1) Lunch, 12 g carbs, no bolus, no walk -> no hypo
2) Lunch, 12 g carbs, no bolus, 30 minute walk -> hypo
3) Lunch, 20g carbs, no bolus, 30 minute walk -> no hypo

That such a small amount of additional carbs averts hypos seems so trivial. 8g of carbs gives you about 32 additional calories, hardly enough to fuel a brisk half hour walk that consumes perhaps 200-300 calories.

I suspect that what might be happening is that your brisk walk increases your absorption. In fact, there is some argument that some of the improved "insulin senstivity" from exercise comes from better circulation and absorption.

First, I am a liberal and consider any carbs consumed as part of sustain normal blood sugars during exercise are "freebees" and don't count towards daily total. So just eat the carbs that you need and don't worry about it. Secod, if I am correct, you are only eating 8g of carbs more, that is hardly much and is actually consistent with what Dr. B recommends which is to consume limited amounts of carbs during exercise as needed to sustain your blood sugar.

I hope that helps.
Sorry. I could have been more clear.

1. Lunch, 12g carbs, bolus, no walk, no hypo
2. Lunch, 12 g carbs, bolus, 30 min walk - hypo.
3. Lunch, 20 - 25g carbs (depends how hot it is, etc), no bolus, 30 min walk, no hypo, no hyper
4. No lunch, no walk, no hypo.

Maybe I'll just eat a piece of fruit before my walk, and then eat lunch as planned. I can have a no carb lunch, other than the fruit. If I don't eat something before I leave, my bg drops and I end up eating glucose tabs while I walk, which just feels self distructive, as I am doing it. I'd rather eat a piece of fruit, or a "no no" vegetable.

Thanks for the help, BSC, I left the book behind at a relative's house when I traveled fro Christmas, but should have it back within a week or two.
Well, actually it is a bit strange that you can have a lunch without bolus, walk and be fine. But I guess my advice would be to just consider a lunch of 20-25 g carbs to be a freebee. It is carbs used to sustain your exercise.

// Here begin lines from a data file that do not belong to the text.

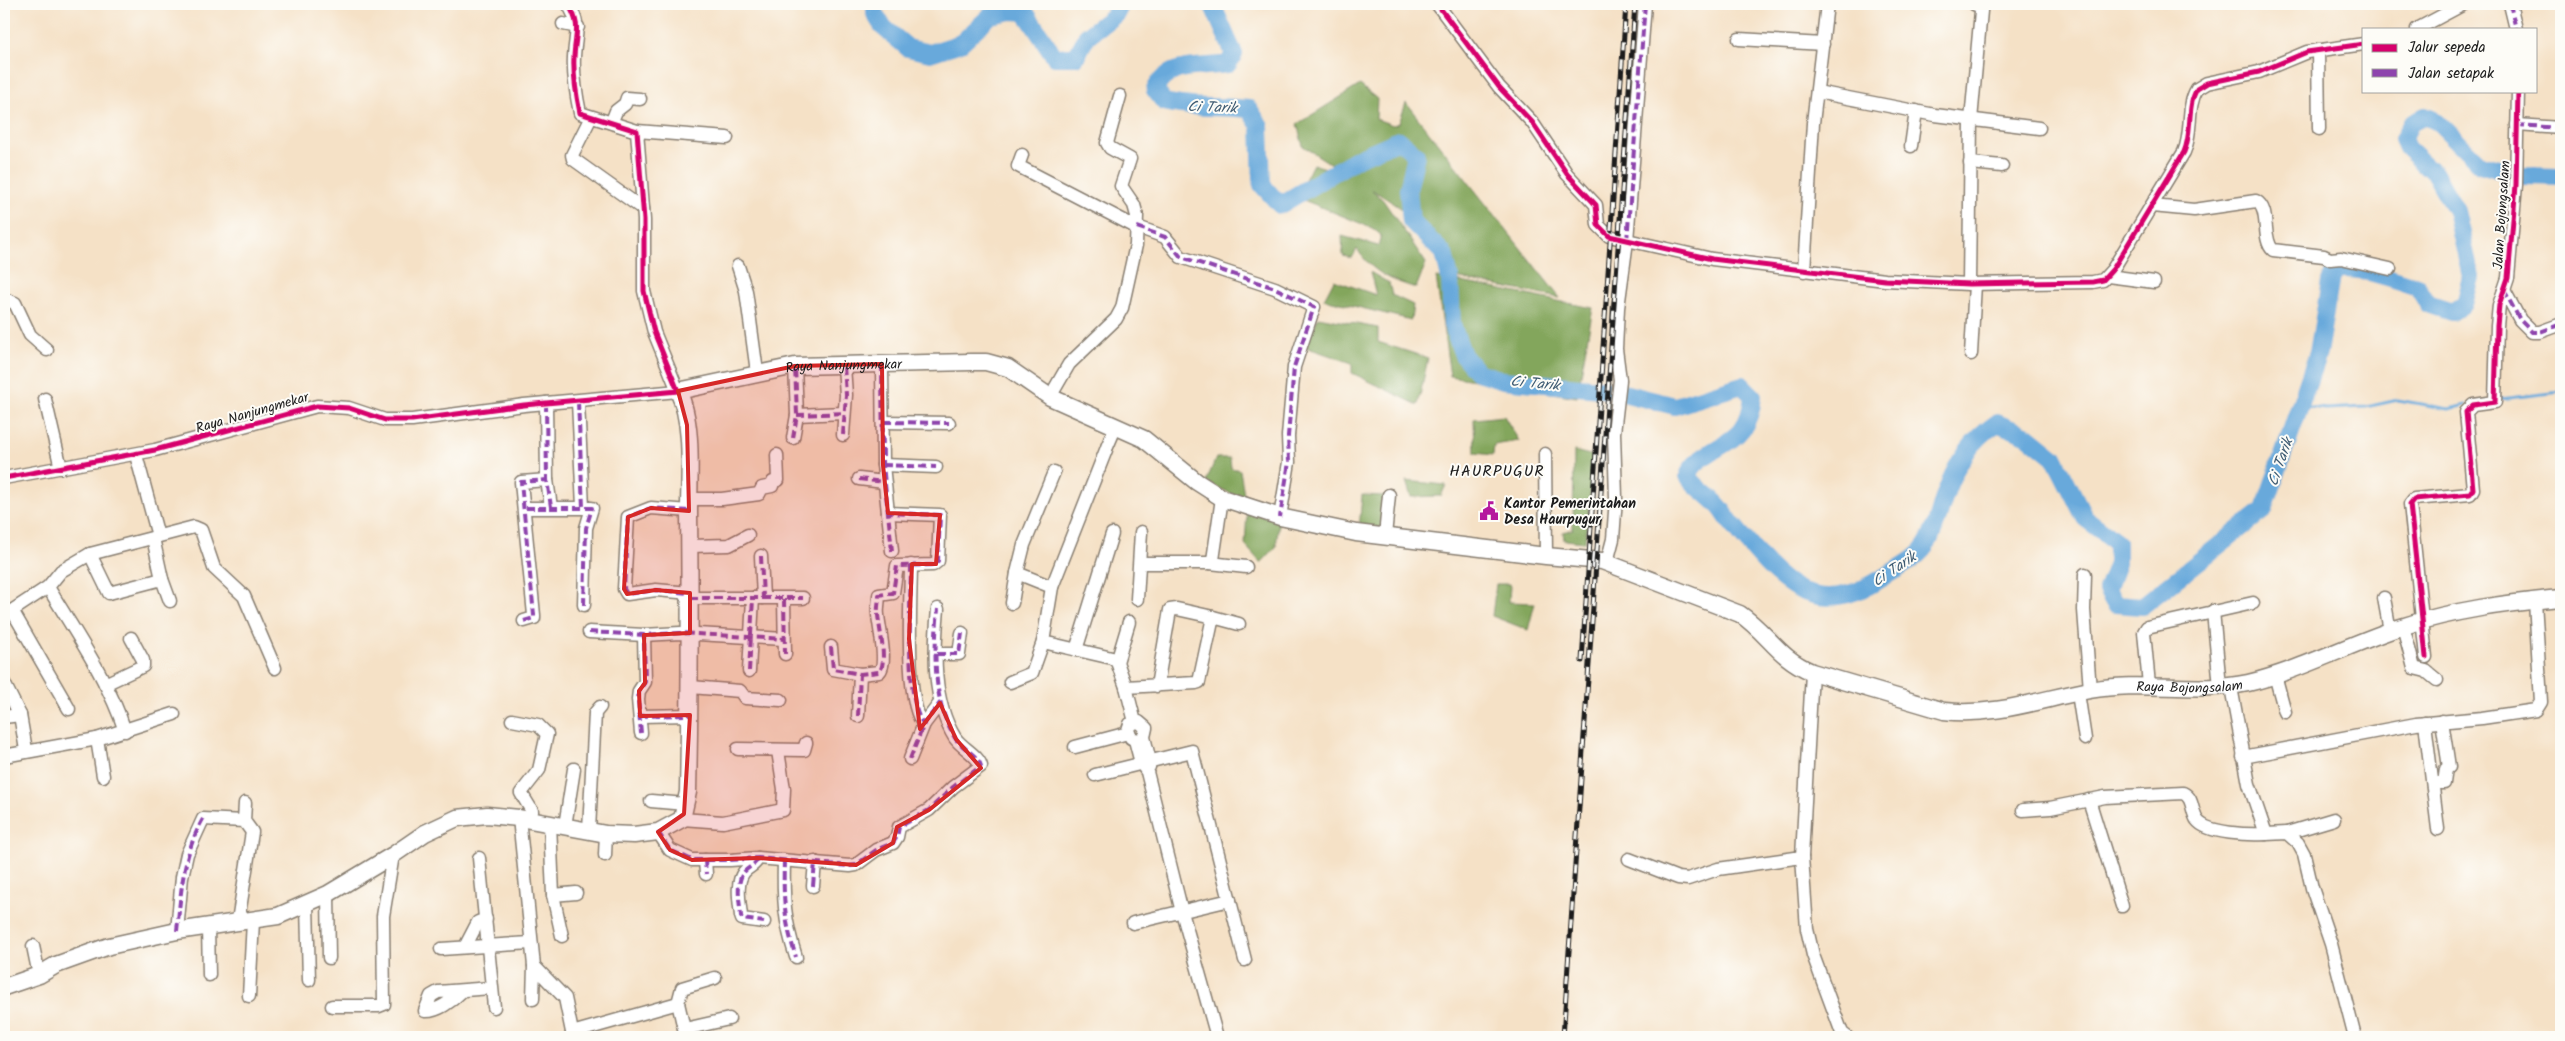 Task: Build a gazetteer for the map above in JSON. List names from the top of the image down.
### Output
{
  "streets": {
    "main road": ["Raya Nanjungmekar", "Raya Bojongsalam"],
    "street": ["Jalan Bojongsalam"]
  },
  "crossings": [
    ["Jalan Bojongsalam", "Raya Bojongsalam"],
    ["Raya Nanjungmekar", "Raya Bojongsalam"]
  ],
  "districts": ["HAURPUGUR"],
  "water": ["Ci Tarik"],
  "places": {
    "public building": ["Kantor Pemerintahan Desa Haurpugur"]
  },
  "legend": ["Jalur sepeda", "Jalan setapak"]
} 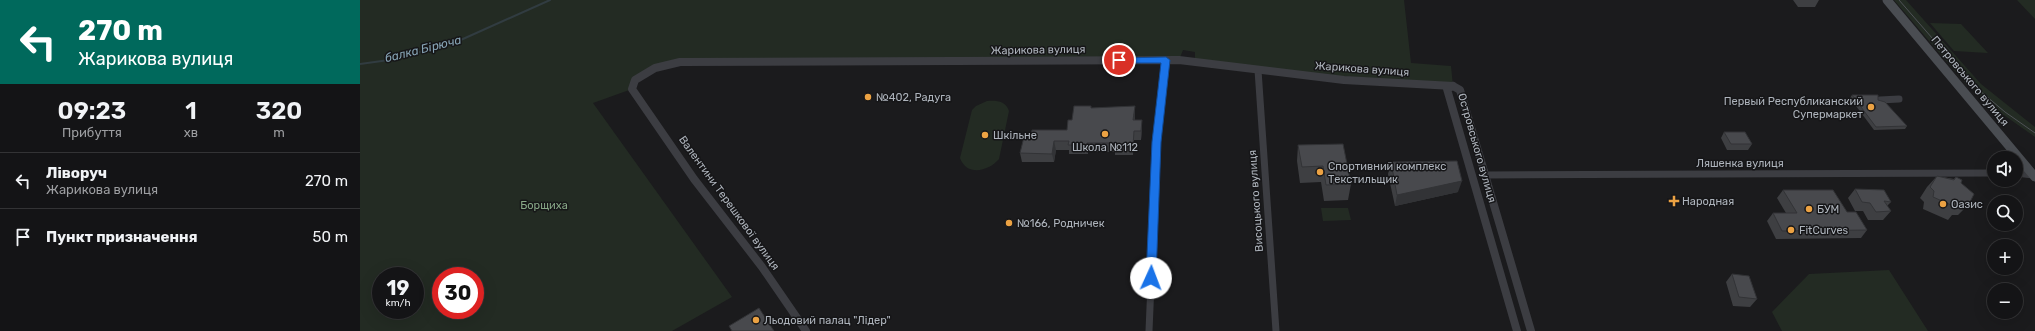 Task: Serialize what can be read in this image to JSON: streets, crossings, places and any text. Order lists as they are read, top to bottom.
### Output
{
  "streets": {
    "main road": ["Петровського вулиця"],
    "street": [
      "Жарикова вулиця",
      "Островського вулиця",
      "Ляшенка вулиця",
      "Висоцького вулиця",
      "Валентини Терешкової вулиця"
    ]
  },
  "crossings": [
    ["Жарикова вулиця", "Островського вулиця"],
    ["Жарикова вулиця", "Висоцького вулиця"],
    ["Жарикова вулиця", "Валентини Терешкової вулиця"],
    ["Островського вулиця", "Ляшенка вулиця"]
  ],
  "water": ["балка Бірюча"],
  "parks": ["Борщиха"],
  "places": {
    "other": [
      "№402, Радуга",
      "Первый Республиканский Супермаркет",
      "Школа №112",
      "Шкільне",
      "Спортивний комплекс Текстильщик",
      "Оазис",
      "БУМ",
      "№166, Родничек",
      "FitCurves",
      "Льодовий палац \"Лідер\""
    ],
    "health": ["Народная"]
  },
  "page": {
    "turn": ["270 m", "Жарикова вулиця"],
    "eta": [
      "09:23",
      "Прибуття",
      "1",
      "хв",
      "320",
      "m"
    ],
    "map_buttons": ["+", "−"],
    "list": [
      {
        "name": "Ліворуч",
        "note": "Жарикова вулиця",
        "value": "270 m"
      },
      {
        "name": "Пункт призначення",
        "value": "50 m"
      }
    ],
    "speed": "19 km/h",
    "limit": "30"
  }
}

In the scope of things, we all have to adapt. Optimally, you would like flexibility to chose to eat lunch or not and walk or not. You have that, depending on what you wish to do you. What may be easiest is to decide whether you are going to walk before eating lunch, then just eat your planned 12 g carb lunch. Then, if you wish to walk you can have something more to eat. Really, I don't understand why you think having sugar to sustain normal blood sugars is bad.

I don't believe sustaining blood sugar during exercise is self destructive. I actually believe that the benefit of exercise is not the calories you burn, but the post exercise benefits. And I am not convinced that sustaining normal blood sugars affects things, you will after all have to eat later to replenish depleted glycogen stores, so whether you eat a glucose tab now or eat more later doesn't matter. And restoring your body to a normal blood sugar won't stop fat burning. If you body is going to burn fat, that is going to happen whether you are at 50 or at 83 mg/dl.
I guess I have just developed a little bit of a "carbs are medicine and you don't want to OD." When you say it that way, I guess I was not looking at this in a healthy way. Great points, and thanks again, bsc.
I've been diabetic for a long time, but I have no ideal what it means to "bolus". Can you educate me?
bolus and basal are the clincal terms for short dosing and continuous minimal dosing. They not only apply to insulin but other medial medicinal substances as well. Bolus is the short burst and basal is the long minimal dose.
Dr. B developed the basal-bolus insulin regime in 1972. A basal is a slow continuous stream of insulin that keeps your fasting blood sugar properly under control. A bolus is a short burst of insulin as onesaint notes that either covers the glucose in a meal that you have eaten or corrects a high blood sugar.

It would be good to get Dr. B's book "Diabetes Solution." Other good books discussing insulin use include "Using Insulin" by John Walsh and "Thing Like a Pancreas" by Gary Scheiner.